Active Tube-Shaped Actuator with Embedded Square Rod-Shaped Ionic Polymer-Metal Composites for Robotic-Assisted Manipulation.

This paper reports a new technique involving the design, fabrication, and characterization of an ionic polymer-metal composite- (IPMC-) embedded active tube, which can achieve multidegree-of-freedom (MODF) bending motions desirable in many applications, such as a manipulator and an active catheter. However, traditional strip-type IPMC actuators are limited in only being able to generate 1-dimensional bending motion. So, in this paper, we try to develop an approach which involves molding or integrating rod-shaped IPMC actuators into a soft silicone rubber structure to create an active tube. We modified the Nafion solution casting method and developed a complete sequence of a fabrication process for rod-shaped IPMCs with square cross sections and four insulated electrodes on the surface. The silicone gel was cured at a suitable temperature to form a flexible tube using molds fabricated by 3D printing technology. By applying differential voltages to the four electrodes of each IPMC rod-shaped actuator, MDOF bending motions of the active tube can be generated. Experimental results show that such IPMC-embedded tube designs can be used for developing robotic-assisted manipulation.

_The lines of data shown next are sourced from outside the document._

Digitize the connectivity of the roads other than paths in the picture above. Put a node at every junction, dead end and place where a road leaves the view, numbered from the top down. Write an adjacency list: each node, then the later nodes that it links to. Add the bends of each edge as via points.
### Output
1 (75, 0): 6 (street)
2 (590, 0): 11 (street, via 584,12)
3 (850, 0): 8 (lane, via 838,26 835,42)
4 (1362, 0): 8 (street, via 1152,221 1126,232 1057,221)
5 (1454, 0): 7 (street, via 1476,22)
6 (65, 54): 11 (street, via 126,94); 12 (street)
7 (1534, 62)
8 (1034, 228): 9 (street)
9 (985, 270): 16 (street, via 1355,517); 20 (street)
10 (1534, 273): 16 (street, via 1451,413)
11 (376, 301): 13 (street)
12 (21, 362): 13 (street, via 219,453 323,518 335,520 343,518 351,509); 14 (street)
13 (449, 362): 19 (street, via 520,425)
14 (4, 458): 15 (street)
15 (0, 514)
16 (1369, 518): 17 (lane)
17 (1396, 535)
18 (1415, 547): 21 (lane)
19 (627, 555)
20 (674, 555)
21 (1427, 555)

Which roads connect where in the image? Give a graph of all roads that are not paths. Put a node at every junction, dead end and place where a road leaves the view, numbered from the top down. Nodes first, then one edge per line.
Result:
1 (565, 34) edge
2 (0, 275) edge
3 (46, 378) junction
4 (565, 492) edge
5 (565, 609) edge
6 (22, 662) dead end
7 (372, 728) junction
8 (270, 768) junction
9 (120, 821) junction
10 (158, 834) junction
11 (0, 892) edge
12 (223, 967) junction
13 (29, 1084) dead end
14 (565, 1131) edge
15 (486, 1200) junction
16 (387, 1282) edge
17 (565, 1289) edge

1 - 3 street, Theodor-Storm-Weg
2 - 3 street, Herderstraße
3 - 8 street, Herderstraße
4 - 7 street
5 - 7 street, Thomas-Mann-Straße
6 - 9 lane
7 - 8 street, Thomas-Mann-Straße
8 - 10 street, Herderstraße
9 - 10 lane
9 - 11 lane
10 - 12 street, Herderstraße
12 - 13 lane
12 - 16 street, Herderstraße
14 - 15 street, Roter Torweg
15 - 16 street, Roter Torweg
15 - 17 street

Formation and Characterization of Dendritic Interfacial Electrodes inside an Ionomer.

Formation of dendritic interfacial electrodes (DIEs) between metal/polymer interfaces has high demands in a variety of areas. By combining impregnation electroplating (IEP) step with impregnation-reduction (IR) step under straightforward conditions, we report a novel method of preparation of dendritic interfacial metal electrodes of palladium, platinum, silver and copper inside an ionomer for ionic polymer-metal composites (IPMC) application. The depth of palladium DIEs can be controlled by adjusting the reaction time, and the maximum depth can almost reach up to contact from the both sides of ionomer with a total thickness of 200 µm. The capacitance and actuation performance of IPMC was dramatically enhanced because of the presence of DIEs.